*Task to carry out*. Return all entries precisely as they stand, without the images.
===
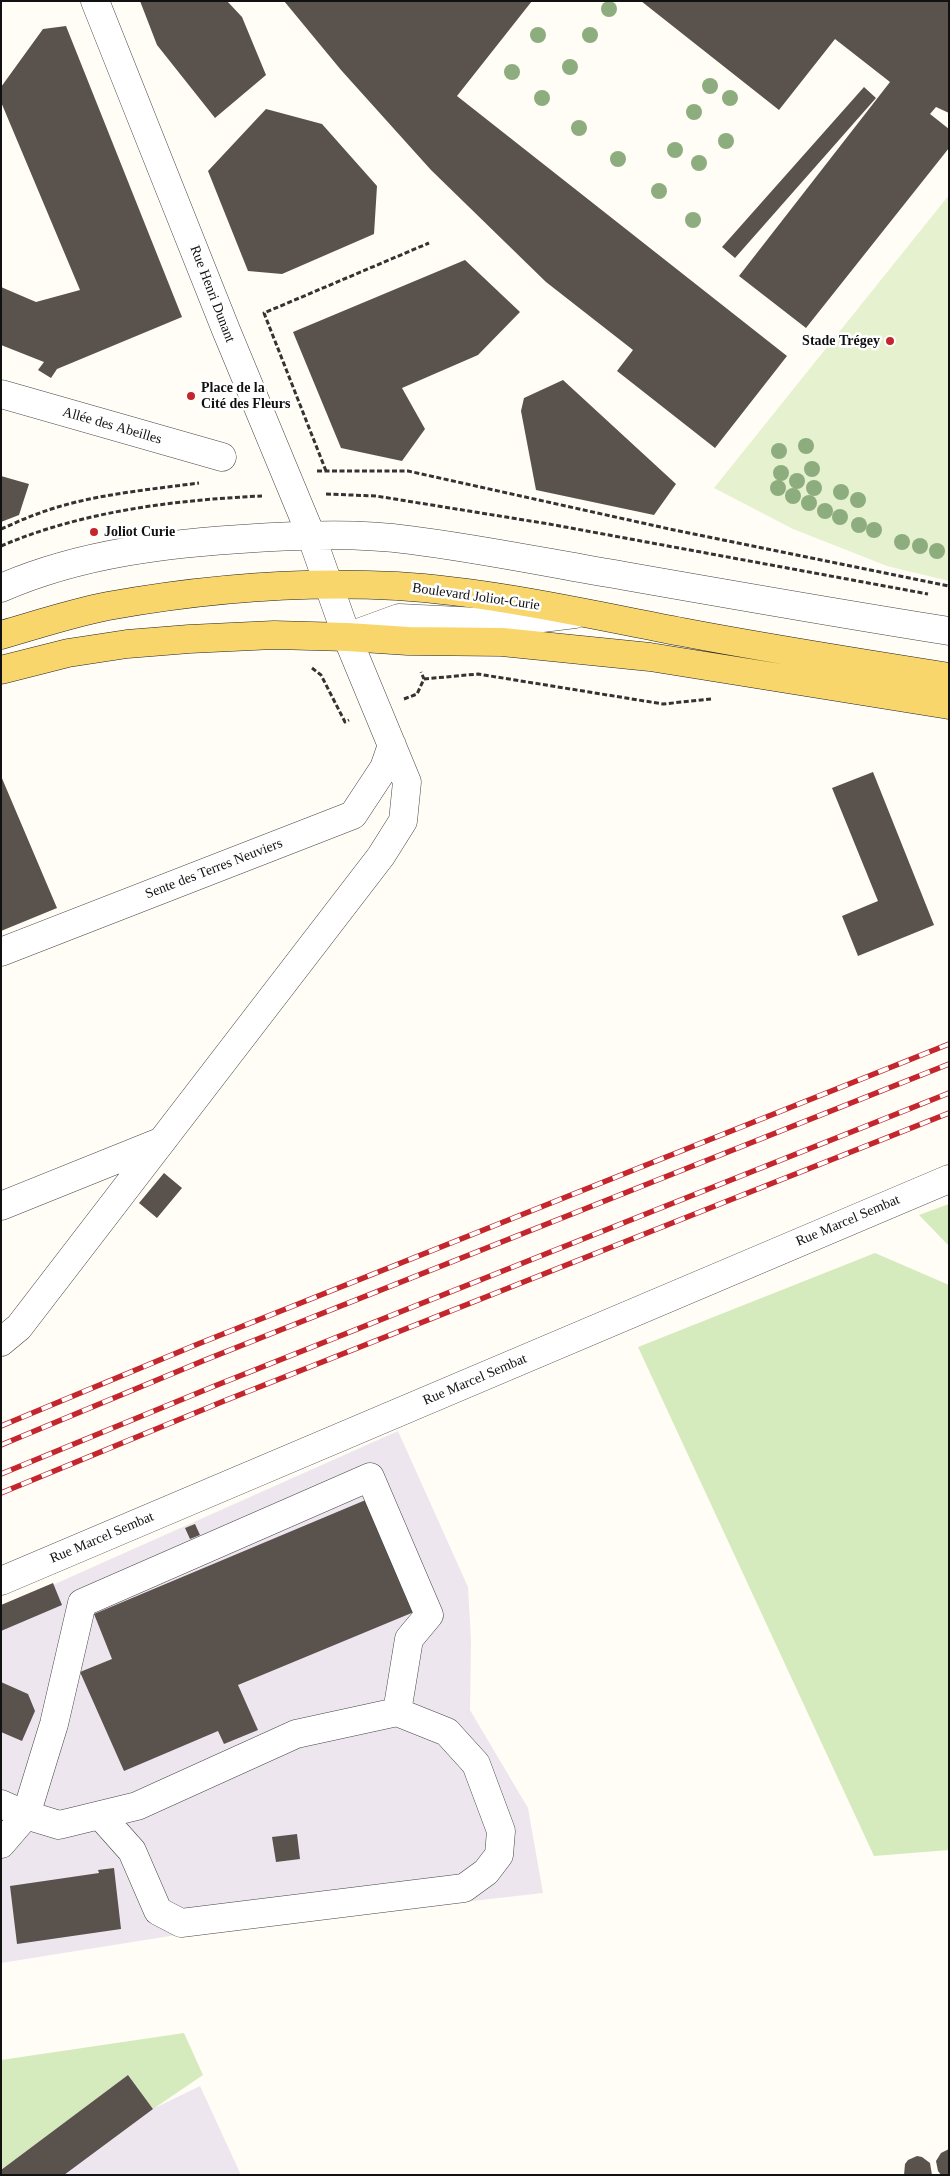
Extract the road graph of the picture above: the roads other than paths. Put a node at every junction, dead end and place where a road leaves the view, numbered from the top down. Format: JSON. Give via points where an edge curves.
{"nodes":[{"id":1,"x":95,"y":1,"type":"edge"},
{"id":2,"x":1,"y":394,"type":"edge"},
{"id":3,"x":222,"y":457,"type":"dead end"},
{"id":4,"x":311,"y":535,"type":"junction"},
{"id":5,"x":330,"y":586,"type":"junction"},
{"id":6,"x":1,"y":588,"type":"edge"},
{"id":7,"x":584,"y":613,"type":"junction"},
{"id":8,"x":949,"y":631,"type":"edge"},
{"id":9,"x":1,"y":635,"type":"edge"},
{"id":10,"x":348,"y":637,"type":"junction"},
{"id":11,"x":1,"y":670,"type":"edge"},
{"id":12,"x":949,"y":677,"type":"edge"},
{"id":13,"x":949,"y":705,"type":"edge"},
{"id":14,"x":392,"y":745,"type":"junction"},
{"id":15,"x":1,"y":952,"type":"edge"},
{"id":16,"x":161,"y":1142,"type":"junction"},
{"id":17,"x":949,"y":1178,"type":"edge"},
{"id":18,"x":1,"y":1206,"type":"edge"},
{"id":19,"x":1,"y":1342,"type":"edge"},
{"id":20,"x":1,"y":1581,"type":"edge"},
{"id":21,"x":397,"y":1712,"type":"junction"},
{"id":22,"x":1,"y":1804,"type":"edge"},
{"id":23,"x":26,"y":1815,"type":"junction"},
{"id":24,"x":100,"y":1815,"type":"junction"},
{"id":25,"x":1,"y":1844,"type":"edge"}],
"edges":[{"from":1,"to":4,"type":"street","name":"Rue Henri Dunant"},
{"from":2,"to":3,"type":"street","name":"Allée des Abeilles"},
{"from":4,"to":5,"type":"street","name":"Rue Henri Dunant"},
{"from":4,"to":6,"type":"street","via":[[193,542],[141,549],[54,569]]},
{"from":4,"to":8,"type":"street","via":[[418,541]]},
{"from":5,"to":7,"type":"main road","name":"Boulevard Joliot-Curie","via":[[452,590]]},
{"from":5,"to":9,"type":"main road","name":"Boulevard Joliot-Curie","via":[[256,588],[164,598],[106,607]]},
{"from":5,"to":10,"type":"street","name":"Rue Henri Dunant"},
{"from":7,"to":10,"type":"street","via":[[501,622],[399,618]]},
{"from":7,"to":12,"type":"main road","name":"Boulevard Joliot-Curie"},
{"from":10,"to":11,"type":"main road","via":[[274,635],[128,644],[68,653]]},
{"from":10,"to":13,"type":"main road","via":[[502,642],[640,656]]},
{"from":10,"to":14,"type":"street","name":"Rue Henri Dunant"},
{"from":14,"to":15,"type":"street","name":"Sente des Terres Neuviers","via":[[384,768],[353,815]]},
{"from":14,"to":16,"type":"street","name":"Rue Henri Dunant","via":[[407,782],[403,821],[381,856]]},
{"from":16,"to":18,"type":"street"},
{"from":16,"to":19,"type":"street","name":"Rue Henri Dunant","via":[[19,1327]]},
{"from":17,"to":20,"type":"street","name":"Rue Marcel Sembat"},
{"from":21,"to":23,"type":"street","via":[[409,1639],[429,1615],[370,1477],[82,1603],[54,1724]]},
{"from":21,"to":24,"type":"street","via":[[296,1734],[137,1806]]},
{"from":21,"to":24,"type":"street","via":[[447,1732],[476,1764],[501,1831],[499,1855],[486,1872],[464,1888],[181,1923],[158,1911],[132,1851]]},
{"from":22,"to":23,"type":"street"},
{"from":23,"to":24,"type":"street","via":[[59,1825]]},
{"from":23,"to":25,"type":"street"}]}
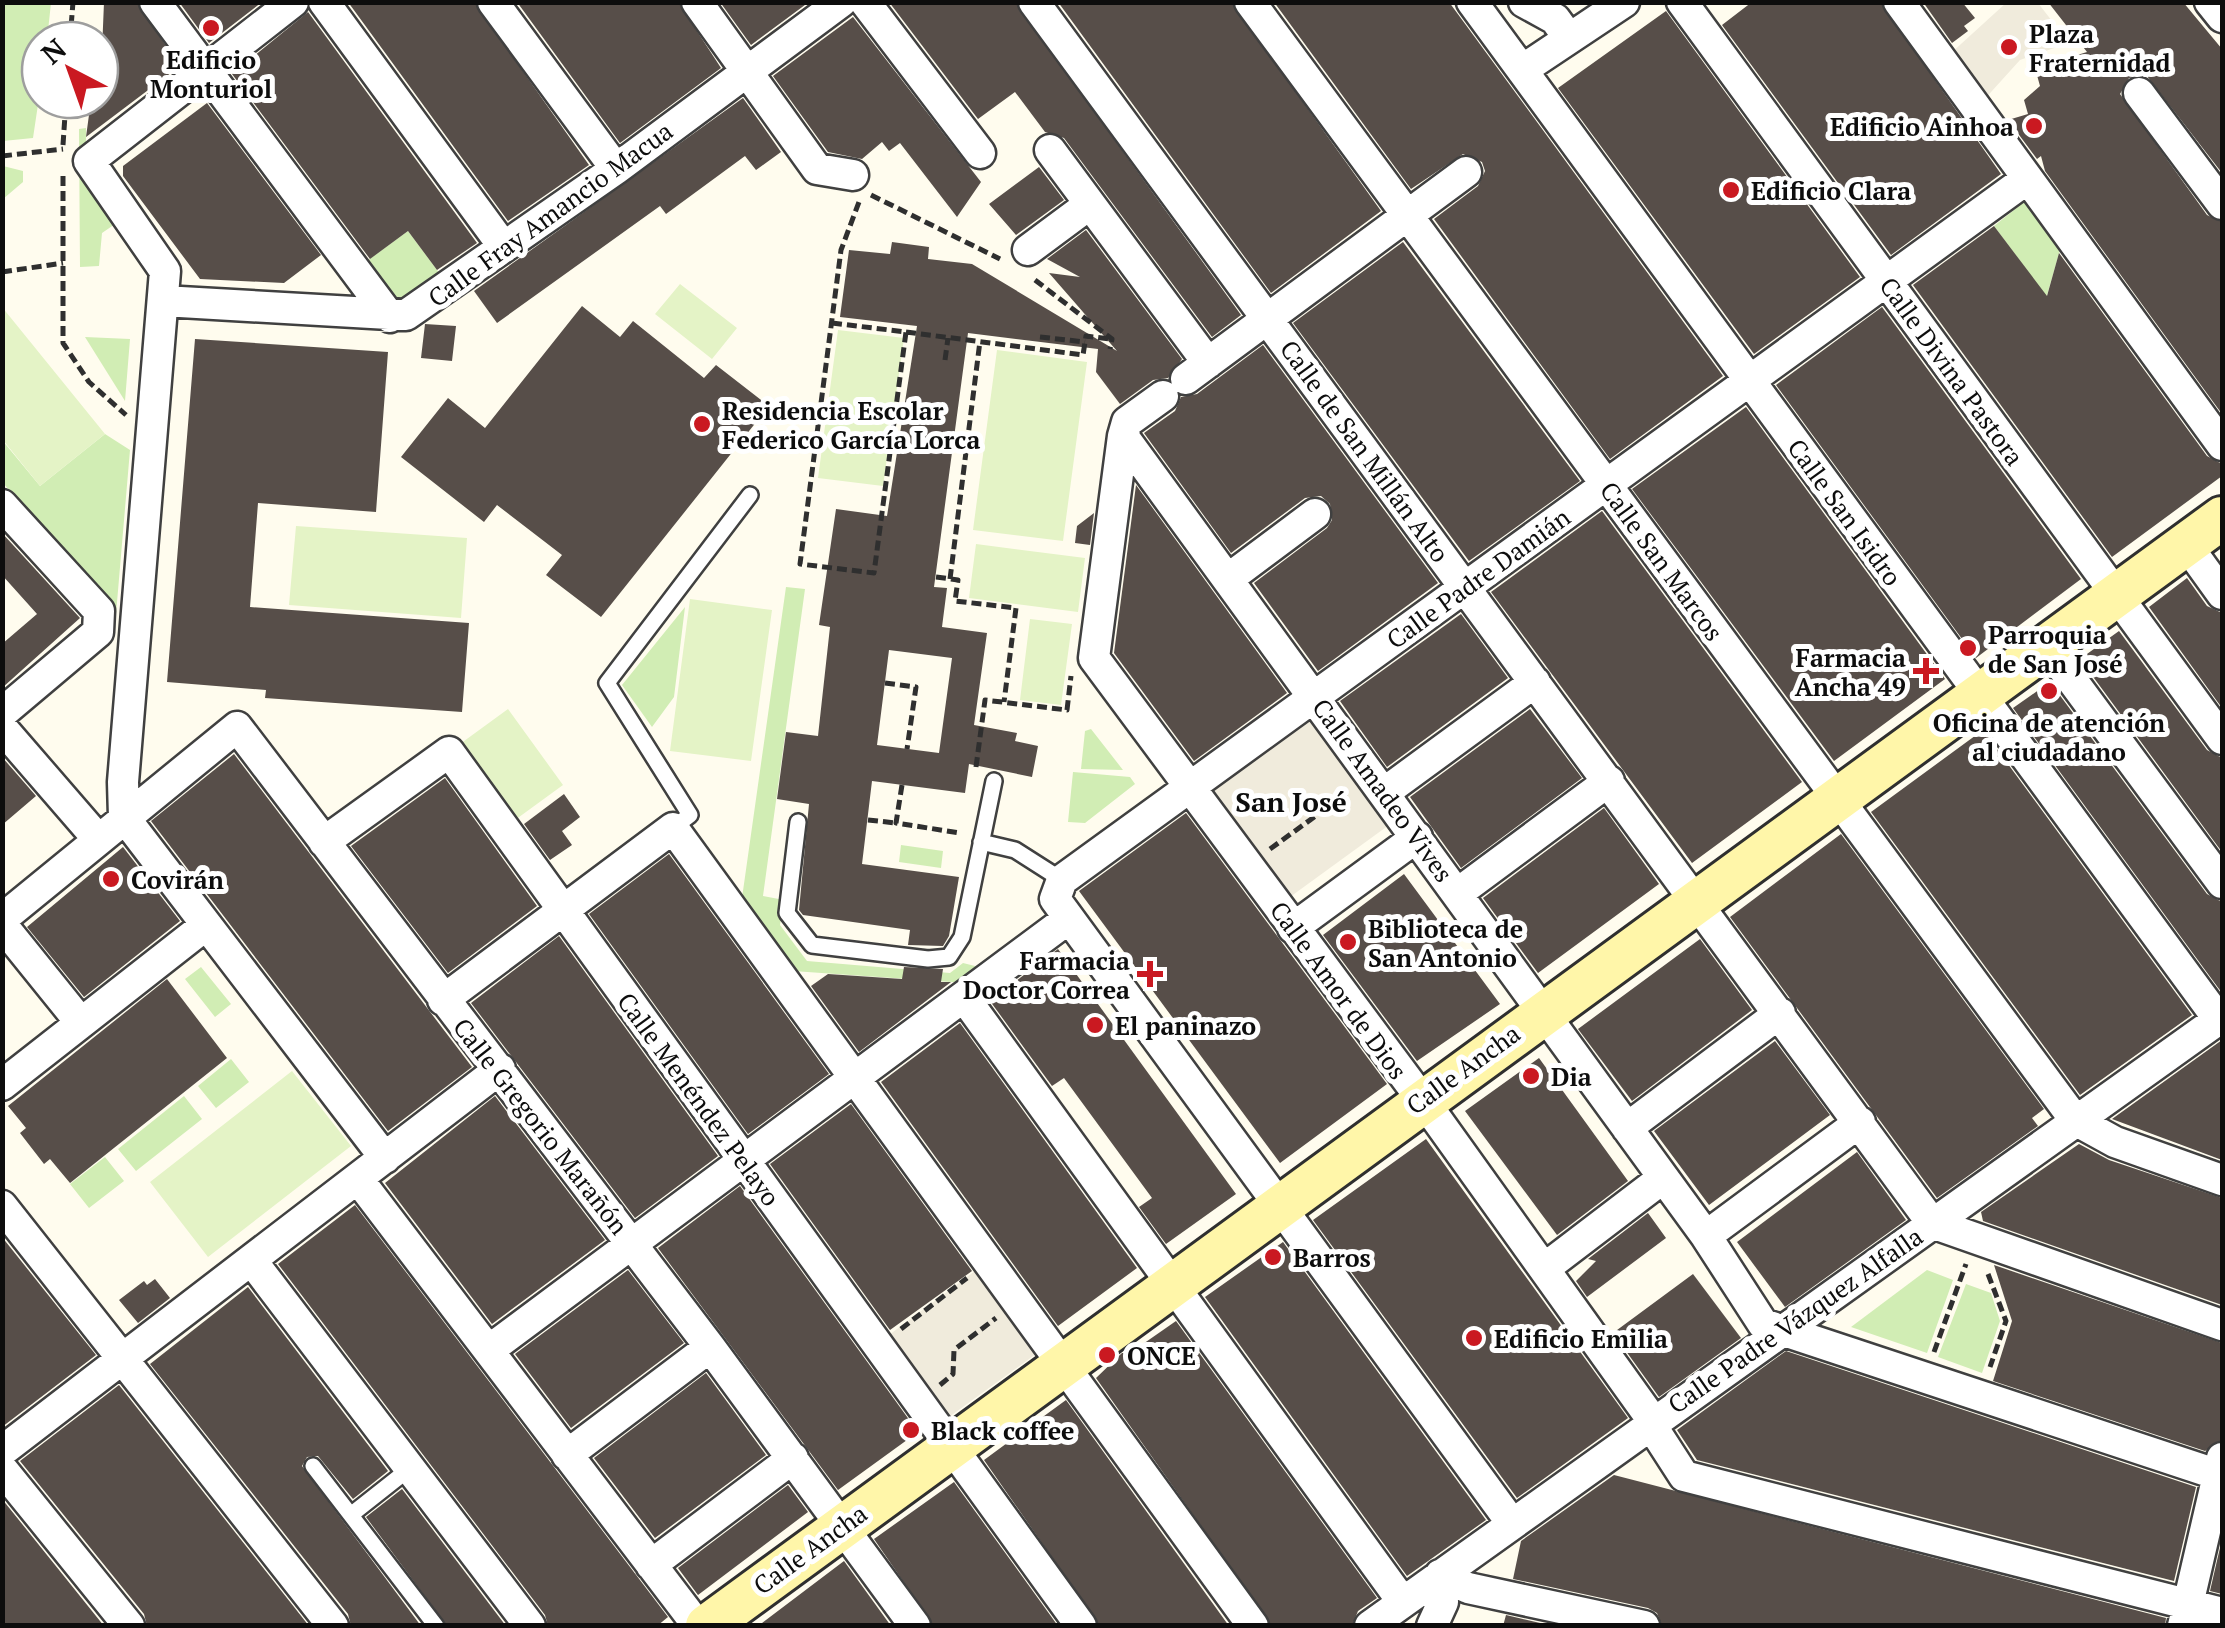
===
*Result of this task*.
Extract the road graph of the picture above: the roads other than paths. Put a node at every junction, dead end and place where a road leaves the view, numbered from the top down. Format: JSON. Give via points where an edge curves.
{"nodes":[{"id":1,"x":95,"y":1,"type":"edge"},
{"id":2,"x":1,"y":394,"type":"edge"},
{"id":3,"x":222,"y":457,"type":"dead end"},
{"id":4,"x":311,"y":535,"type":"junction"},
{"id":5,"x":330,"y":586,"type":"junction"},
{"id":6,"x":1,"y":588,"type":"edge"},
{"id":7,"x":584,"y":613,"type":"junction"},
{"id":8,"x":949,"y":631,"type":"edge"},
{"id":9,"x":1,"y":635,"type":"edge"},
{"id":10,"x":348,"y":637,"type":"junction"},
{"id":11,"x":1,"y":670,"type":"edge"},
{"id":12,"x":949,"y":677,"type":"edge"},
{"id":13,"x":949,"y":705,"type":"edge"},
{"id":14,"x":392,"y":745,"type":"junction"},
{"id":15,"x":1,"y":952,"type":"edge"},
{"id":16,"x":161,"y":1142,"type":"junction"},
{"id":17,"x":949,"y":1178,"type":"edge"},
{"id":18,"x":1,"y":1206,"type":"edge"},
{"id":19,"x":1,"y":1342,"type":"edge"},
{"id":20,"x":1,"y":1581,"type":"edge"},
{"id":21,"x":397,"y":1712,"type":"junction"},
{"id":22,"x":1,"y":1804,"type":"edge"},
{"id":23,"x":26,"y":1815,"type":"junction"},
{"id":24,"x":100,"y":1815,"type":"junction"},
{"id":25,"x":1,"y":1844,"type":"edge"}],
"edges":[{"from":1,"to":4,"type":"street","name":"Rue Henri Dunant"},
{"from":2,"to":3,"type":"street","name":"Allée des Abeilles"},
{"from":4,"to":5,"type":"street","name":"Rue Henri Dunant"},
{"from":4,"to":6,"type":"street","via":[[193,542],[141,549],[54,569]]},
{"from":4,"to":8,"type":"street","via":[[418,541]]},
{"from":5,"to":7,"type":"main road","name":"Boulevard Joliot-Curie","via":[[452,590]]},
{"from":5,"to":9,"type":"main road","name":"Boulevard Joliot-Curie","via":[[256,588],[164,598],[106,607]]},
{"from":5,"to":10,"type":"street","name":"Rue Henri Dunant"},
{"from":7,"to":10,"type":"street","via":[[501,622],[399,618]]},
{"from":7,"to":12,"type":"main road","name":"Boulevard Joliot-Curie"},
{"from":10,"to":11,"type":"main road","via":[[274,635],[128,644],[68,653]]},
{"from":10,"to":13,"type":"main road","via":[[502,642],[640,656]]},
{"from":10,"to":14,"type":"street","name":"Rue Henri Dunant"},
{"from":14,"to":15,"type":"street","name":"Sente des Terres Neuviers","via":[[384,768],[353,815]]},
{"from":14,"to":16,"type":"street","name":"Rue Henri Dunant","via":[[407,782],[403,821],[381,856]]},
{"from":16,"to":18,"type":"street"},
{"from":16,"to":19,"type":"street","name":"Rue Henri Dunant","via":[[19,1327]]},
{"from":17,"to":20,"type":"street","name":"Rue Marcel Sembat"},
{"from":21,"to":23,"type":"street","via":[[409,1639],[429,1615],[370,1477],[82,1603],[54,1724]]},
{"from":21,"to":24,"type":"street","via":[[296,1734],[137,1806]]},
{"from":21,"to":24,"type":"street","via":[[447,1732],[476,1764],[501,1831],[499,1855],[486,1872],[464,1888],[181,1923],[158,1911],[132,1851]]},
{"from":22,"to":23,"type":"street"},
{"from":23,"to":24,"type":"street","via":[[59,1825]]},
{"from":23,"to":25,"type":"street"}]}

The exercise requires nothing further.